この映画にしても、豪邸のなかに見知らぬ青年がいれば真っ先に不審者の可能性を疑うのが自然である。女性編集者(石橋杏奈)がはじめを前園俊太郎と錯覚するところまでは百歩譲っていいとしても、当の家主である俊太郎が彼を新たな編集者と思い込むのはやや強引だ。これが現実なら、はじめと俊太郎が鉢合わせした時点で警察に通報され、すべてが終わるところだろう。

もちろん、それでは物語にならないから、映画としてはさまざまな仕掛けを用意し、すれ違いが少しでも自然になるように持っていくのだが、仕掛けに凝るほどに作為性が目立ってしまうのもまたシチュエーション・コメディの致命的な欠点である。

それでも舞台劇ならば、舞台劇特有の空気感と一回性によりシチュエーション・コメディの持つ作為性が目立たなくなり、観客は「起こり得ること」として純粋に楽しむことができる。

しかし、映画となるとどうだろうか。映画は、言ってみれば作為性の連続である。カットを割ることでシーンに意味を持たせ、登場人物の心情やセリフの意味を補足する。観客は監督の見せたい部分を見せたいように見せられ、そこに自由が入り込む余地はない。

これこそが、映画と舞台劇の決定的な違いである。舞台劇における作為性はつねに偶発性と等価であり、時として押し負けてしまう可能性をはらんでいる。

コンマ数秒の手違いによって泥棒と家主が予想外に鉢合わせしてしまうかもしれないし、たった1行のセリフを飛ばしたことでまったく違う(台本外の)展開が巻き起こるかもしれない。観客は舞台隅のドタバタ感に目をむけることもできれば、脇役の「やっちゃった」という表情を楽しむことができる。だからこそ、2時間弱の物語が終わった後、観客と演者の間には一体感が生まれ、目の前のフィクションをもうひとつの現実として楽しむことができるのだ。

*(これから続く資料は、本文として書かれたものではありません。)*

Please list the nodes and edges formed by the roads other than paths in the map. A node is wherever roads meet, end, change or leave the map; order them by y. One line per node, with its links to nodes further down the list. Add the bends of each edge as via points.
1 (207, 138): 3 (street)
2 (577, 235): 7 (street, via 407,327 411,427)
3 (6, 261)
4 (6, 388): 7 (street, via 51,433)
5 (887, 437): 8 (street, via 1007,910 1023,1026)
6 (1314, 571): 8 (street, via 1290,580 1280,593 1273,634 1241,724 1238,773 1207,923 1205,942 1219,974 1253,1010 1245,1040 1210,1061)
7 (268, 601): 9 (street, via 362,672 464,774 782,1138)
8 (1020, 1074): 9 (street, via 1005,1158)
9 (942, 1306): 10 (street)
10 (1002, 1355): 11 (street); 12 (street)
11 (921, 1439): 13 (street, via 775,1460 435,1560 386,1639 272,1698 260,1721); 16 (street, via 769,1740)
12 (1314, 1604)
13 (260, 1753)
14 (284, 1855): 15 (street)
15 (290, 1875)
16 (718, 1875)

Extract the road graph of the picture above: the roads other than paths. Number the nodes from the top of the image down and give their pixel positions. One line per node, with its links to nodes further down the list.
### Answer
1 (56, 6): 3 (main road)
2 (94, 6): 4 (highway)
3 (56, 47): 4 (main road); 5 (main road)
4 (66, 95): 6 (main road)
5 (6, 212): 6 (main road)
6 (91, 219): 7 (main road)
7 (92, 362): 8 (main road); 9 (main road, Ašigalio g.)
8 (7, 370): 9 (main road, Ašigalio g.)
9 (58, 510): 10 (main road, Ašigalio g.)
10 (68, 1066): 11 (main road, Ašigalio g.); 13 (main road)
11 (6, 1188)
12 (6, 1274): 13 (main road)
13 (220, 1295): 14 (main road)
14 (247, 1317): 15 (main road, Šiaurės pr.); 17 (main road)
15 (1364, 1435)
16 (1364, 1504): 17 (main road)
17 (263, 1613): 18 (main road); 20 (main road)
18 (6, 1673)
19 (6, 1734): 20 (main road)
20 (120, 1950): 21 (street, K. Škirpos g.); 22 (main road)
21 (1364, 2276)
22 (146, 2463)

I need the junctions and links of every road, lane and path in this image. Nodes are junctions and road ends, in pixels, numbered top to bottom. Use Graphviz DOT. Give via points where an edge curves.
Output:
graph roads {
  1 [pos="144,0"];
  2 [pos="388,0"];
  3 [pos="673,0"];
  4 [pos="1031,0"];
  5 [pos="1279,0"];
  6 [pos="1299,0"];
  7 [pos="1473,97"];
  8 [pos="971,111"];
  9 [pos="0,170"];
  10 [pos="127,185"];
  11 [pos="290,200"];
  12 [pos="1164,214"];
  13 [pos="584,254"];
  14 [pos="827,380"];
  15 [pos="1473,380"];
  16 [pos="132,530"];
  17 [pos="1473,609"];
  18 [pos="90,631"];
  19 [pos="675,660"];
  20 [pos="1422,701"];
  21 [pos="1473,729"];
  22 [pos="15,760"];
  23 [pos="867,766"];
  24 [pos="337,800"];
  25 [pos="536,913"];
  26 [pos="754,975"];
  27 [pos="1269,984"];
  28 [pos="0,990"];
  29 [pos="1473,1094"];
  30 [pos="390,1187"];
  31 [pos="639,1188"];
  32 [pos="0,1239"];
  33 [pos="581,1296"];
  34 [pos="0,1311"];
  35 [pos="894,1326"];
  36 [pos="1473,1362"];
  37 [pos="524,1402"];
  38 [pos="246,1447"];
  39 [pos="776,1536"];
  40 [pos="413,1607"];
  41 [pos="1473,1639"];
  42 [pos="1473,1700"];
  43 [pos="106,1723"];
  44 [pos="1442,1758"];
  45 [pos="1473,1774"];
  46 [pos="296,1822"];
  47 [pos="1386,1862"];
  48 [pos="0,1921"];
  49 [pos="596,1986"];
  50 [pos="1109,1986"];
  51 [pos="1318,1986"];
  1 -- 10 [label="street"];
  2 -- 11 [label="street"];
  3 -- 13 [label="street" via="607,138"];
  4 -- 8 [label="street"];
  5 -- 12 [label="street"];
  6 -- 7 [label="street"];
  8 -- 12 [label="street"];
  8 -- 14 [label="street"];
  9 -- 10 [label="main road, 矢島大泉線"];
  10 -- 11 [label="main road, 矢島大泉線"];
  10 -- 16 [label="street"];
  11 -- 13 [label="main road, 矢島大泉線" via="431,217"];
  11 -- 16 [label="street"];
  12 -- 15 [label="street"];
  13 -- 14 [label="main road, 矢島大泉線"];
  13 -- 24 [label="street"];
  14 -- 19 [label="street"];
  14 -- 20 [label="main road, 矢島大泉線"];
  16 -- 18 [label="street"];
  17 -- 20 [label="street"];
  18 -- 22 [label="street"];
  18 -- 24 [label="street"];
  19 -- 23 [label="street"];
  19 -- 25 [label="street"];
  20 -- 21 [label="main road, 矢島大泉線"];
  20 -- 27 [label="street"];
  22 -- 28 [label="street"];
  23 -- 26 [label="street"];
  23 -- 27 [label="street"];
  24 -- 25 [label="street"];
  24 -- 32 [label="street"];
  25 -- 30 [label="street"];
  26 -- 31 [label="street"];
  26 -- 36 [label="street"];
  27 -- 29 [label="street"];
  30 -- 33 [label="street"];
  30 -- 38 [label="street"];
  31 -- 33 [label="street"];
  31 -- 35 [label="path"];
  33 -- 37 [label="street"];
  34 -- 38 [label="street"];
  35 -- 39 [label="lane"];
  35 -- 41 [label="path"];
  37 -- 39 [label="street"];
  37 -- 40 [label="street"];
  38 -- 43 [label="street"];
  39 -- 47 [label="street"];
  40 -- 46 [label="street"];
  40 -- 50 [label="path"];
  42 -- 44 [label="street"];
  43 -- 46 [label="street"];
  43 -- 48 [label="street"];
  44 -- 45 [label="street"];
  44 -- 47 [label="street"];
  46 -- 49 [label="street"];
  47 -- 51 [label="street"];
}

いろいろと小難しい理屈を並べてしまったが、要するにこの映画について言いたいのは、「舞台で見たほうがいいよ」ということである。本作ももともとは舞台劇として書かれたものだが、それを知っていれば舞台版のほうを先に見ただろう。

監督もそのことを見越しているのか、すれ違い劇は早い段階で終わらせ、登場人物の群像劇のほうにスライドさせている。後半部分ももちろん見ごたえがあるのだが、三谷幸喜フリークである私としてはやはり、最後までシチュエーション・コメディとして押し通してほしかった。

きまぐれ採点は75点。恋人(高畑充希)とのラストシーンは可愛らしいが、はっきり言って蛇足である。

個人的にはタイトルに難あり。ややネタバレになるが、「君とまた」のほうが映画全体を象徴しており、響きもきれいなのでタイトルとしてはいいのではないか。